Neeva
- Website type: Search engine
- Dissolved: 2 June 2023
- Founders: Sridhar Ramaswamy, Vivek Raghunathan
- Current status: Inactive

= Neeva =

Search Engine

Neeva was an internet search engine founded in 2019 that emphasized protecting searchers' privacy. It utilized various APIs of other websites to show quick results to queries and for traditional links it used the help of its partners and its own crawler. It shut down in 2023 and was bought by Snowflake Inc.

The company was based in Mountain View, California and had 25 employees as of June 19, 2020.

== History ==
Neeva was founded in 2019 by Sridhar Ramaswamy and Vivek Raghunathan. Neeva had raised $77.5m from investors.

In 2023, the co-founders announced the shutdown of the search engine on June 2. According to them, the main reason for that decision was how hard it was to persuade normal users to make the switch. They thanked customers and announced that they would be compensating users for the unused portion of Neeva accounts and reallocating their tools and technologies to other industries.

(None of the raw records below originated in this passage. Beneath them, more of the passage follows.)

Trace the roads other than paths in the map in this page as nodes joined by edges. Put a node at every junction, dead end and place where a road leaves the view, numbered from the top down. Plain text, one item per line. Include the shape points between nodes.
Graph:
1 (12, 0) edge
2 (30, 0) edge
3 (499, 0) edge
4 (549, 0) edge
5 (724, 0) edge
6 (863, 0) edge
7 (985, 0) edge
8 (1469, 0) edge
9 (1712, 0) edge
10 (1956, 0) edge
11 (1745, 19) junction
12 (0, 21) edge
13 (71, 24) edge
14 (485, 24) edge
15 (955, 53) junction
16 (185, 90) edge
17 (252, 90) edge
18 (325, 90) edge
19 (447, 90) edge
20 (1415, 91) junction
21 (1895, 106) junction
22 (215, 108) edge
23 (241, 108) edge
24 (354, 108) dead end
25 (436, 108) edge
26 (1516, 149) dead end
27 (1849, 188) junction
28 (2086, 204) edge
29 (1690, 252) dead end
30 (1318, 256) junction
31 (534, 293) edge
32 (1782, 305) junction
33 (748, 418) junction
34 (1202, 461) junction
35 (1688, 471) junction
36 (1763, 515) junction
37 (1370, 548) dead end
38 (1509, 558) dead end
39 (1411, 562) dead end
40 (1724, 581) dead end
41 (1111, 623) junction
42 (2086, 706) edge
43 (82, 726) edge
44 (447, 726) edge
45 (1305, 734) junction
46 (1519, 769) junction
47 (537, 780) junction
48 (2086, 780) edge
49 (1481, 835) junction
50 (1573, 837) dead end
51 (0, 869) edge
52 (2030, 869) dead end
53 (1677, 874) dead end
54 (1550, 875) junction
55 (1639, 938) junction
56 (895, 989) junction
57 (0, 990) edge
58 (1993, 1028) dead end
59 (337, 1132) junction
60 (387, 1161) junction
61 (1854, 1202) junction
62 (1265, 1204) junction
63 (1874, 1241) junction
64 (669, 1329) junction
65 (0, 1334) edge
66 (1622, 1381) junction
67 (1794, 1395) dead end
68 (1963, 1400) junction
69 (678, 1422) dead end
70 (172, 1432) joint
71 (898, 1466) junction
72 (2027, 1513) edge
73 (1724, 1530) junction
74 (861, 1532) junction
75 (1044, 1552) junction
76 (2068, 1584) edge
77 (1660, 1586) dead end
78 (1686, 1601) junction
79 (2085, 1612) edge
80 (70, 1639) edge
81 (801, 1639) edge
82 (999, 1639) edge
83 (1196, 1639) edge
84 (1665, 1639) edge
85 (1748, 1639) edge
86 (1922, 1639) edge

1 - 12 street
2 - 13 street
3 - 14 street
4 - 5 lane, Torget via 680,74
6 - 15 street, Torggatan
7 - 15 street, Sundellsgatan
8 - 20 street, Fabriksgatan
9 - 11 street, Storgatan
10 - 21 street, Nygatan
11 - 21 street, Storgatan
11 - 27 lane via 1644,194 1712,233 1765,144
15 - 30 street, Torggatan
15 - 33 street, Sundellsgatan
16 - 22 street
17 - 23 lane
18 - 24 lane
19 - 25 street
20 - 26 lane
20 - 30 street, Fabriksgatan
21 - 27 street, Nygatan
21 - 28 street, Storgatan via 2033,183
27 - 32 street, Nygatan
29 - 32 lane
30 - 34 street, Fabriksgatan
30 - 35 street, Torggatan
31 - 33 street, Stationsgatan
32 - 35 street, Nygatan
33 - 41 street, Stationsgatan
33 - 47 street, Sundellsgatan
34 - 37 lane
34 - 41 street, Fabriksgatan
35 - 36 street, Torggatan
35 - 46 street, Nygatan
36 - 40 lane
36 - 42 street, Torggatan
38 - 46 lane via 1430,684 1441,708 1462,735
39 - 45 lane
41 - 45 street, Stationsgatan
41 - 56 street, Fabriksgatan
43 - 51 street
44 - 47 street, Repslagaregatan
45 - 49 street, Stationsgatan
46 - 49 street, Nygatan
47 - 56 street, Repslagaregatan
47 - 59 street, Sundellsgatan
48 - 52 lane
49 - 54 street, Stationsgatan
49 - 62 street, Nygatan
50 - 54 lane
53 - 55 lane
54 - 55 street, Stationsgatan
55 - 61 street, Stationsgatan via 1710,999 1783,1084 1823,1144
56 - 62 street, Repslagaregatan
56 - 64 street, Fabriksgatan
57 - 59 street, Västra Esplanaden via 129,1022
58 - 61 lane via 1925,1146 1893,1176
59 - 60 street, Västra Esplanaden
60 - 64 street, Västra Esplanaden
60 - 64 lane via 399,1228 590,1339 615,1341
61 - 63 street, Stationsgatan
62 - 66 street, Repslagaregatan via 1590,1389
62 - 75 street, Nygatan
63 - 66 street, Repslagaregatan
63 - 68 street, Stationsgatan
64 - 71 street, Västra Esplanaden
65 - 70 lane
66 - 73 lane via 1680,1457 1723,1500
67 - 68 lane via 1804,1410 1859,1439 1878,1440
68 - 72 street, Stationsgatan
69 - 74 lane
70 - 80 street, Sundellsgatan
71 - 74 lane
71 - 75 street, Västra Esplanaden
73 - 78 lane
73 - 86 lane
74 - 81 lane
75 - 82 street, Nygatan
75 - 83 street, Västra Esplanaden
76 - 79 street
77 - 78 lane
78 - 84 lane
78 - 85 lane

In May 2023, Snowflake announced the acquisition of Neeva, for $185.4M in cash. This was to accelerate the search in the Cloud through Artificial Intelligence. Following the acquisition, Neeva co-founder Sridhar Ramaswamy later became the CEO of Snowflake.

== Features ==

=== Search results ===
Neeva's search results were a compilation of various partners including Yelp, Ignite, Intrinio, Microsoft Bing, and its own Web crawler. It included weather information from The Weather Channel and maps data from Apple Inc. Neeva also allowed customers to link personal items which could then be searched.